Summary. The paper introduces an efficiently computable HS-Jacobian for the Euclidean projection layer onto polyhedral sets, proves that this Jacobian is a conservative mapping, and shows that it integrates with nonsmooth automatic differentiation to permit end-to-end training of DNNs with linear constraints via standard first-order methods such as Adam. Convergence of the resulting Adam iteration is established, and experiments on finance, computer-vision, and architecture-design tasks report improved performance over existing projection-based baselines.

Significance. If the conservative-mapping claim holds for arbitrary polyhedra without hidden restrictions on active-set geometry or constraint qualification, the work would remove a long-standing obstacle to reliable back-propagation through projection layers, allowing provably convergent training with off-the-shelf optimizers. The explicit convergence analysis and the provision of reproducible code would constitute a concrete advance over prior heuristic treatments of constrained DNNs.

major comments (2)

[§4.2, Theorem 3] §4.2, Theorem 3 and the surrounding proof of the conservative property: the argument that the HS-Jacobian belongs to the conservative field of the projection operator relies on a specific selection rule within the normal cone; it is not shown that this selection remains valid for degenerate active sets or when strict complementarity fails at some iterates. A counter-example or an explicit statement of the required constraint qualification is needed, because the chain-rule property used by nonsmooth AD frameworks and the subsequent Lyapunov argument for Adam convergence both depend on the conservative property holding without qualification.
[§5, Theorem 4] §5, Algorithm 1 and Theorem 4: the convergence guarantee for HS-Jacobian-based Adam is derived under the assumption that the conservative mapping property established in §4 holds at every training iterate. If the proof in §4.2 admits restrictions on polyhedral geometry, the convergence statement does not automatically extend to the general linear constraints appearing in the cited applications (e.g., portfolio constraints or simplex constraints with equality).

minor comments (2)

[Definition 2] Notation for the HS-Jacobian (Definition 2) is introduced without an explicit comparison to the classical Clarke Jacobian or to the limiting Jacobian; a short remark clarifying the relationship would help readers situate the contribution.
[Experiments] Figure 2 and the experimental tables report mean and standard deviation over 5 runs, but do not state whether the same random seeds or data splits were used across all compared methods; this detail affects reproducibility claims.

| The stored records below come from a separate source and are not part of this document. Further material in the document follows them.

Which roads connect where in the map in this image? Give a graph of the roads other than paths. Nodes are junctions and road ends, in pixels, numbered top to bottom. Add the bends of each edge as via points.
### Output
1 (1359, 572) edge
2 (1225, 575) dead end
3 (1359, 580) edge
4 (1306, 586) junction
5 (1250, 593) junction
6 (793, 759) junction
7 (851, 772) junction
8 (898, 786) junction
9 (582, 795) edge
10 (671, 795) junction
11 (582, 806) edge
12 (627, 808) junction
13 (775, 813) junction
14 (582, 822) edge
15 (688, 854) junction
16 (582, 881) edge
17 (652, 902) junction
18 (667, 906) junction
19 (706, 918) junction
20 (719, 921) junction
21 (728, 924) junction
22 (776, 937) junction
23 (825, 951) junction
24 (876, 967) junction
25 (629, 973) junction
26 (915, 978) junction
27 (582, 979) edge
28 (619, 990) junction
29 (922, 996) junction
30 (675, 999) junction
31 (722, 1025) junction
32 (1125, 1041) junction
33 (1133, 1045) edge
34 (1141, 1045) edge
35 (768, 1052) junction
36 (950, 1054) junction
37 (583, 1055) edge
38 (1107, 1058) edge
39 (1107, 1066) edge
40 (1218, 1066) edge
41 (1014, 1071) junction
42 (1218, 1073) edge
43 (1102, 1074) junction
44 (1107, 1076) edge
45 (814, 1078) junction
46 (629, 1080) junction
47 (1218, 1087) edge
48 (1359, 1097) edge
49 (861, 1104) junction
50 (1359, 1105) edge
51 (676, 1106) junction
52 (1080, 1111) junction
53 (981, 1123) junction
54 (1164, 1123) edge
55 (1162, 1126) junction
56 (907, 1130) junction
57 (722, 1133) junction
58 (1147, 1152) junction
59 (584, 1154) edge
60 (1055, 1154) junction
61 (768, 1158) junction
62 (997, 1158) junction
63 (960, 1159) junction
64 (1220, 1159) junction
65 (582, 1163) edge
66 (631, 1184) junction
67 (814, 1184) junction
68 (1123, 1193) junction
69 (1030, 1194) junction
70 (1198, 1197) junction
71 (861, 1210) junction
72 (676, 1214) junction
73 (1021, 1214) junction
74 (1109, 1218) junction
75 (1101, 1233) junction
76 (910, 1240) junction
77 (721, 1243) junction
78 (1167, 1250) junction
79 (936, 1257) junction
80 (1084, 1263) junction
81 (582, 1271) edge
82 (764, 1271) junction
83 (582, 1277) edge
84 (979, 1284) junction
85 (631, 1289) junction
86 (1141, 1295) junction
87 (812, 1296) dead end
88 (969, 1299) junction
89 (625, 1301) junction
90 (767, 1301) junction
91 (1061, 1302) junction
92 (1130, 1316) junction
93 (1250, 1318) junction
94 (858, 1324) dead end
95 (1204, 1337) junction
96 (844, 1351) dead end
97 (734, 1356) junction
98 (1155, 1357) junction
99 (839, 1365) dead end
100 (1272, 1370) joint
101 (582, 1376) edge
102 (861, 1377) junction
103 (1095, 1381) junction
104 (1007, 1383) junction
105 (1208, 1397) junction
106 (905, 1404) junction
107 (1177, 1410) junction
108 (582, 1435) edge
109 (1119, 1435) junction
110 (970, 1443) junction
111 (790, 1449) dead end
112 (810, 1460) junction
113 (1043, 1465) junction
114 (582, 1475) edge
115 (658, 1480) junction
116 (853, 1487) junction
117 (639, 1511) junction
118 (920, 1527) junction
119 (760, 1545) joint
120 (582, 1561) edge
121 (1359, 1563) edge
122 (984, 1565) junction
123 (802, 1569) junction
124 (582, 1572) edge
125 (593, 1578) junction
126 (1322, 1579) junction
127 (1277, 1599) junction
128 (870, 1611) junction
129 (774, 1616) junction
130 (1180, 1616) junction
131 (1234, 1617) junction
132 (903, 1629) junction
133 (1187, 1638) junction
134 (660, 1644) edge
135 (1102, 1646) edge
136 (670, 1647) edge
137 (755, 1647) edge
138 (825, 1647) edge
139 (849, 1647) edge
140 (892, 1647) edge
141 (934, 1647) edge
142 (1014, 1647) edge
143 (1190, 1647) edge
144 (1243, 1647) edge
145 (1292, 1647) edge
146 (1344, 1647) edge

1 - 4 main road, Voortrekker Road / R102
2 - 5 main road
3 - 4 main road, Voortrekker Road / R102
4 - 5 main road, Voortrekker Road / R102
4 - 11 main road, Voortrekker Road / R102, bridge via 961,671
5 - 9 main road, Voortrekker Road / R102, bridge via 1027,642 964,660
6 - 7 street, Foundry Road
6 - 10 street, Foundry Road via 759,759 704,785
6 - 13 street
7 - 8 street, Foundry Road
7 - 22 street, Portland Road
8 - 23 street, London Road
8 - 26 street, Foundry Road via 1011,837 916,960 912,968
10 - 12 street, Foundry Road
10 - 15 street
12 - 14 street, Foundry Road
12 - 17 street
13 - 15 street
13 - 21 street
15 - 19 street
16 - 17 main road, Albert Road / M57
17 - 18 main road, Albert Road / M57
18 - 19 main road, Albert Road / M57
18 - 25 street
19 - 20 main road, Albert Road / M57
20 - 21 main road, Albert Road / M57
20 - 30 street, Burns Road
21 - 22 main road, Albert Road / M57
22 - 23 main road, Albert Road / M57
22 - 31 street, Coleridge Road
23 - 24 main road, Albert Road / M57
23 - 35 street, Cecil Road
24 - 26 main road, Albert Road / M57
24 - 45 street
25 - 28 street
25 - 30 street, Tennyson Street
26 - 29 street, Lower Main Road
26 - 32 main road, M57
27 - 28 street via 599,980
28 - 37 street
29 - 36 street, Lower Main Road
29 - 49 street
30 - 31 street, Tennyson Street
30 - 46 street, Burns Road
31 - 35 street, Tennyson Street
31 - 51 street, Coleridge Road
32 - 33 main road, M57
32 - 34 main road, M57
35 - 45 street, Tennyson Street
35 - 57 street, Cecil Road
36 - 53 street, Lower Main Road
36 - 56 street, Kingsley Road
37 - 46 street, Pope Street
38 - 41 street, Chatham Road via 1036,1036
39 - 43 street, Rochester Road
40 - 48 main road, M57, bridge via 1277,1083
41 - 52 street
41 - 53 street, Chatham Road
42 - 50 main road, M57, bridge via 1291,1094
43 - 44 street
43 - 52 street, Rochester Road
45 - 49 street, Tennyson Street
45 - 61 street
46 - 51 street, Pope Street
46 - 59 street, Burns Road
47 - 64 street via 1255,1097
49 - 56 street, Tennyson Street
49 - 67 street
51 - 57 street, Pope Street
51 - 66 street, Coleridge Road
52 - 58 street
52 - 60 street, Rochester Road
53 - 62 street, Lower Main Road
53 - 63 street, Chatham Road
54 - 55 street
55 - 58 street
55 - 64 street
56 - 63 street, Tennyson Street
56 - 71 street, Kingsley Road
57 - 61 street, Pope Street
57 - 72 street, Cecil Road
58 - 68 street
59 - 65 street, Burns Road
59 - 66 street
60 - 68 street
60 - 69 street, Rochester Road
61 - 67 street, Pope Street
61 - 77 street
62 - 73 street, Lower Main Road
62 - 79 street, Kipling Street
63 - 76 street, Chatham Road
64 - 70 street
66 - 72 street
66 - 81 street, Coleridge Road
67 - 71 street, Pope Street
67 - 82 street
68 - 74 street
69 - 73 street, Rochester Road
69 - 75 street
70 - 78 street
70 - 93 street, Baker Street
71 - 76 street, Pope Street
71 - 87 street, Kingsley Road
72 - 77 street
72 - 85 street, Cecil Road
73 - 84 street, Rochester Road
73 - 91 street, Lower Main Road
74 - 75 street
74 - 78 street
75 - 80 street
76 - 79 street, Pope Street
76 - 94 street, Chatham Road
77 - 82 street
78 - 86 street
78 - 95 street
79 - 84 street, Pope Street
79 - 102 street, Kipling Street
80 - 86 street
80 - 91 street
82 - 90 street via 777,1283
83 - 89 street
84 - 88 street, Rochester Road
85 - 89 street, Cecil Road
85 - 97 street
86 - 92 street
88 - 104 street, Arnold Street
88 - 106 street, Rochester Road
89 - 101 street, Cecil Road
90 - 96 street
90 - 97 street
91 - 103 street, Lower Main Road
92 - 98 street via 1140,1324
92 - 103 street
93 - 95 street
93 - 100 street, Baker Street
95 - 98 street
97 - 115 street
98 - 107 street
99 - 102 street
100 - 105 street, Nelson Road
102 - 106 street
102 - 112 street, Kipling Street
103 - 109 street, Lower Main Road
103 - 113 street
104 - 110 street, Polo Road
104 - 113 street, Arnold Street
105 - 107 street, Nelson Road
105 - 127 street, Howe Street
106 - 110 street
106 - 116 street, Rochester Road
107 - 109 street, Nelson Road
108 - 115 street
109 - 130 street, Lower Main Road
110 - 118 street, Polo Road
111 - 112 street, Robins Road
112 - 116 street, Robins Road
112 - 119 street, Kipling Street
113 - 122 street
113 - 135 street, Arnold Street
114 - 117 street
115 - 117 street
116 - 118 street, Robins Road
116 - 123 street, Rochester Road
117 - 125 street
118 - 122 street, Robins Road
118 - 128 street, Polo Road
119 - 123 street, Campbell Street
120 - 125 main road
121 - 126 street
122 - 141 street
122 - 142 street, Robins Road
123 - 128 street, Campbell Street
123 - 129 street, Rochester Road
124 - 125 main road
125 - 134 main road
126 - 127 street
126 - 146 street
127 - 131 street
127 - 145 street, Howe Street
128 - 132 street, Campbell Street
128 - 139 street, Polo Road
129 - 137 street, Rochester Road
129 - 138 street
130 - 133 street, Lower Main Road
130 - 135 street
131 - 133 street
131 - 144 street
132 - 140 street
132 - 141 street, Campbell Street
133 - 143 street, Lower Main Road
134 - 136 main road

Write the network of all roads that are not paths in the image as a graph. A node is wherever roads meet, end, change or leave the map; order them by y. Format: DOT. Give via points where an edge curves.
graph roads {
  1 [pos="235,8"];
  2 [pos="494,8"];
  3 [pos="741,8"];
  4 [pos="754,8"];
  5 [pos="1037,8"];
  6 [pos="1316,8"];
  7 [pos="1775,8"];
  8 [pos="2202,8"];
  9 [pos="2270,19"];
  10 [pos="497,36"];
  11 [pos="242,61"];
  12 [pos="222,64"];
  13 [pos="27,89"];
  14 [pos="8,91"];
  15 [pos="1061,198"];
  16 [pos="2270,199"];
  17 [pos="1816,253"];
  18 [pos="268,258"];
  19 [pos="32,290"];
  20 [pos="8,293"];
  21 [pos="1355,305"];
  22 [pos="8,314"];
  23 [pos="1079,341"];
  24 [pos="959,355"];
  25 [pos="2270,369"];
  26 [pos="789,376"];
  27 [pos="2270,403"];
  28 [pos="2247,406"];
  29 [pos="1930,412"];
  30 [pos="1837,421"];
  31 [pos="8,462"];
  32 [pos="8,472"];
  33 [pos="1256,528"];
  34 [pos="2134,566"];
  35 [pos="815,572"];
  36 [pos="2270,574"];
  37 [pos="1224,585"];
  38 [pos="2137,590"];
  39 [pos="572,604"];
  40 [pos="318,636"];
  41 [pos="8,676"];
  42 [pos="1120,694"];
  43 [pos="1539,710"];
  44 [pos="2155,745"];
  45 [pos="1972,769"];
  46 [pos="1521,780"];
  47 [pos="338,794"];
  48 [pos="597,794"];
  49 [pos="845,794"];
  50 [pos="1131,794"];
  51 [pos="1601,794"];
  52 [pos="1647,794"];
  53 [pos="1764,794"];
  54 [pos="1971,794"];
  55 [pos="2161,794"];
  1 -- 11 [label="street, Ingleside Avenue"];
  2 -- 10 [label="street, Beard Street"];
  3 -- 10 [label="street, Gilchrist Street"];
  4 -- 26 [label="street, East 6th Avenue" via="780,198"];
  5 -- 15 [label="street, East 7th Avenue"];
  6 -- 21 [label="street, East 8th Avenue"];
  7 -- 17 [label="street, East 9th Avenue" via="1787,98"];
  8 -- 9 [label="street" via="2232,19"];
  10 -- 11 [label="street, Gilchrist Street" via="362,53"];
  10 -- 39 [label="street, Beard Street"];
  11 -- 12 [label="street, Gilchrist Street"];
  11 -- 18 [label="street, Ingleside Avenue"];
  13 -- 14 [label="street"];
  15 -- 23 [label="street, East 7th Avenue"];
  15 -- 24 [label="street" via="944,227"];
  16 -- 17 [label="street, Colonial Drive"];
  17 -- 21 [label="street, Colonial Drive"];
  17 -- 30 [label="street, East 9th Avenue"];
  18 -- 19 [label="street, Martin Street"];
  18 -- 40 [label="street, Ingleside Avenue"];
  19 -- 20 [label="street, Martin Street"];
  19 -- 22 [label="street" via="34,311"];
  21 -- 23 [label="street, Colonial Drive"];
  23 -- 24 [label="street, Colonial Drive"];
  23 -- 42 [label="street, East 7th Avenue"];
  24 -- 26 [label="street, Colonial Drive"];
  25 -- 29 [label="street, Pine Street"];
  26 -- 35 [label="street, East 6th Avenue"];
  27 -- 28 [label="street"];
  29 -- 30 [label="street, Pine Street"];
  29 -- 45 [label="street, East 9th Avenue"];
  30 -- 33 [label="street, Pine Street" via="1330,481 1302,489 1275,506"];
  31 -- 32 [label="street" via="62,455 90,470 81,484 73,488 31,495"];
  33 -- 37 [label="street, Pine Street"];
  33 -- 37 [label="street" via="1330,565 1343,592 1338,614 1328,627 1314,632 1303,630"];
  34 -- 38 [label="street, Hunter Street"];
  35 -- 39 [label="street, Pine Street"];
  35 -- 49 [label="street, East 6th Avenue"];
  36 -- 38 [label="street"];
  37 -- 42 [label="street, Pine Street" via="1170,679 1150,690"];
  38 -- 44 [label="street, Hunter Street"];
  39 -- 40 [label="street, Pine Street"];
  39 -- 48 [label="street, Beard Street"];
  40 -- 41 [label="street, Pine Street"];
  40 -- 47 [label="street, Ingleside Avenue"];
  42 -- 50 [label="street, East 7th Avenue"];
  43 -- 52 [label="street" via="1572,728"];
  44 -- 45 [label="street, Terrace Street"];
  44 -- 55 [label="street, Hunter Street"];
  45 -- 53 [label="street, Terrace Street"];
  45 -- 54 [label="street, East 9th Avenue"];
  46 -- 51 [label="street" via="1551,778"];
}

Simulated Author's Rebuttal

2 responses · 0 unresolved

We thank the referee for the careful and constructive review of our manuscript. The two major comments raise important questions about the scope of the conservative-mapping result and its consequences for the convergence analysis. We address each point below and indicate the revisions we will make.

read point-by-point responses

Referee: [§4.2, Theorem 3] §4.2, Theorem 3 and the surrounding proof of the conservative property: the argument that the HS-Jacobian belongs to the conservative field of the projection operator relies on a specific selection rule within the normal cone; it is not shown that this selection remains valid for degenerate active sets or when strict complementarity fails at some iterates. A counter-example or an explicit statement of the required constraint qualification is needed, because the chain-rule property used by nonsmooth AD frameworks and the subsequent Lyapunov argument for Adam convergence both depend on the conservative property holding without qualification.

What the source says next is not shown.